WORK TASK: When a line in the records contains the string "Behmstraße", copy that line.

MATERIAL SHOWN:
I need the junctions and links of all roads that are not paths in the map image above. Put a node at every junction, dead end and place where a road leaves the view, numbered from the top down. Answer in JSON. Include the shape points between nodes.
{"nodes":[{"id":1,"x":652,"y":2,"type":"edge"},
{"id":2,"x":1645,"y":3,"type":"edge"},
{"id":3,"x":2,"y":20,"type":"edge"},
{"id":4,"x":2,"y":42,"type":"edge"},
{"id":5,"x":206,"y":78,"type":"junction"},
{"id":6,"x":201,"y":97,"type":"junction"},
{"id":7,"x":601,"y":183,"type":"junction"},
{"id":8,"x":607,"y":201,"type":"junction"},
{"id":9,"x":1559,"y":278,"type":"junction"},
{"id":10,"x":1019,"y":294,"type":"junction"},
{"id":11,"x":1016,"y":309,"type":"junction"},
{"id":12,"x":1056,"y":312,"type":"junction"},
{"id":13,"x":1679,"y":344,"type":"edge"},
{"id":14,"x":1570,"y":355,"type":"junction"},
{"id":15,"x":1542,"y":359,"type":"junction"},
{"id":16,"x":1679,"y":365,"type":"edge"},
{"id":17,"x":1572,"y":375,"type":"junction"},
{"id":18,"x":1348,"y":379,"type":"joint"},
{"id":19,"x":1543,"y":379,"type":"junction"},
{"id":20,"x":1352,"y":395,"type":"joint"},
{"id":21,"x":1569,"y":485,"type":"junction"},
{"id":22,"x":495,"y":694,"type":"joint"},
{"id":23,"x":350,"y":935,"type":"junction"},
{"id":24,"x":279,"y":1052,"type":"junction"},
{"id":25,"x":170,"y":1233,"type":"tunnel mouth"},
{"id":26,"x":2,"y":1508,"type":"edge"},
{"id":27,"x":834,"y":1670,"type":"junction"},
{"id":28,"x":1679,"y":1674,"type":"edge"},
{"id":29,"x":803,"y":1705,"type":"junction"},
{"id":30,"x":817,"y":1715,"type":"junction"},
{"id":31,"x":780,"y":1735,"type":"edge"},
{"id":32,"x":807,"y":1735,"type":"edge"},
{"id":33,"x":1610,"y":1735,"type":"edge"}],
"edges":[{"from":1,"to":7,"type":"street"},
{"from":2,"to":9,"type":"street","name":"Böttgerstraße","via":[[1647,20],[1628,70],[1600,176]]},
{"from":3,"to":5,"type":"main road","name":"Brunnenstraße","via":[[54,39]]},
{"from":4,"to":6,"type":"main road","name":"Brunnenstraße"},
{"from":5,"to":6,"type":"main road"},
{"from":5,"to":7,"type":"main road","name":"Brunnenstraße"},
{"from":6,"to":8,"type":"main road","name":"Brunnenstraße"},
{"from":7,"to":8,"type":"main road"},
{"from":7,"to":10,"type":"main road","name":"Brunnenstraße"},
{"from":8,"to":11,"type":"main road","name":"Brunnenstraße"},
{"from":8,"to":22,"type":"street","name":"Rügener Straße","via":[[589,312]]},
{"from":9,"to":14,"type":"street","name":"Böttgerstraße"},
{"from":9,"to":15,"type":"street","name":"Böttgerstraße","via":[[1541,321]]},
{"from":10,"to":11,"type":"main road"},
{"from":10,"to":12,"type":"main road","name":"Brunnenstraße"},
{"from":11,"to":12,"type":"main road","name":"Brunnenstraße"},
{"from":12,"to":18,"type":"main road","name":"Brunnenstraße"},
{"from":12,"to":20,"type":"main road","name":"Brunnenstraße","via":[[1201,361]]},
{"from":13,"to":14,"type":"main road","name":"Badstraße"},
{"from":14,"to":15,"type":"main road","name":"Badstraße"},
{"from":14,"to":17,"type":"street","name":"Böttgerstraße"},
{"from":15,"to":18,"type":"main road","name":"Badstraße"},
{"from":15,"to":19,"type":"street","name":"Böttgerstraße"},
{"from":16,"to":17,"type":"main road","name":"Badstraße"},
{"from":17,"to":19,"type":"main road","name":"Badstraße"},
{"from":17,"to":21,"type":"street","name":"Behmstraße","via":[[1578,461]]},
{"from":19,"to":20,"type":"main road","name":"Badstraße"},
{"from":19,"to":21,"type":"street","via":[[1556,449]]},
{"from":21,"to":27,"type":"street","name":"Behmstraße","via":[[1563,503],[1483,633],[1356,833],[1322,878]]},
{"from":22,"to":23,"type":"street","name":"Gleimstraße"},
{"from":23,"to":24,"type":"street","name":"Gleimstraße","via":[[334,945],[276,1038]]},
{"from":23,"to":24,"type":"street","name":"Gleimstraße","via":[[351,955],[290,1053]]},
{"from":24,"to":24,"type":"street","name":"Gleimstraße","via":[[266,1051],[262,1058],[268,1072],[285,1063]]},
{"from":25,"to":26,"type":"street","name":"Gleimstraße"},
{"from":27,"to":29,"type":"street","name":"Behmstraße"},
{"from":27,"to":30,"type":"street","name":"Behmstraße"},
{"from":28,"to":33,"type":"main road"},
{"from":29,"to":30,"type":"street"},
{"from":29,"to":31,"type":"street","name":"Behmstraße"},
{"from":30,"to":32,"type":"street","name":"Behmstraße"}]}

RESPONSE:
{"from":17,"to":21,"type":"street","name":"Behmstraße","via":[[1578,461]]},
{"from":21,"to":27,"type":"street","name":"Behmstraße","via":[[1563,503],[1483,633],[1356,833],[1322,878]]},
{"from":27,"to":29,"type":"street","name":"Behmstraße"},
{"from":27,"to":30,"type":"street","name":"Behmstraße"},
{"from":29,"to":31,"type":"street","name":"Behmstraße"},
{"from":30,"to":32,"type":"street","name":"Behmstraße"}]}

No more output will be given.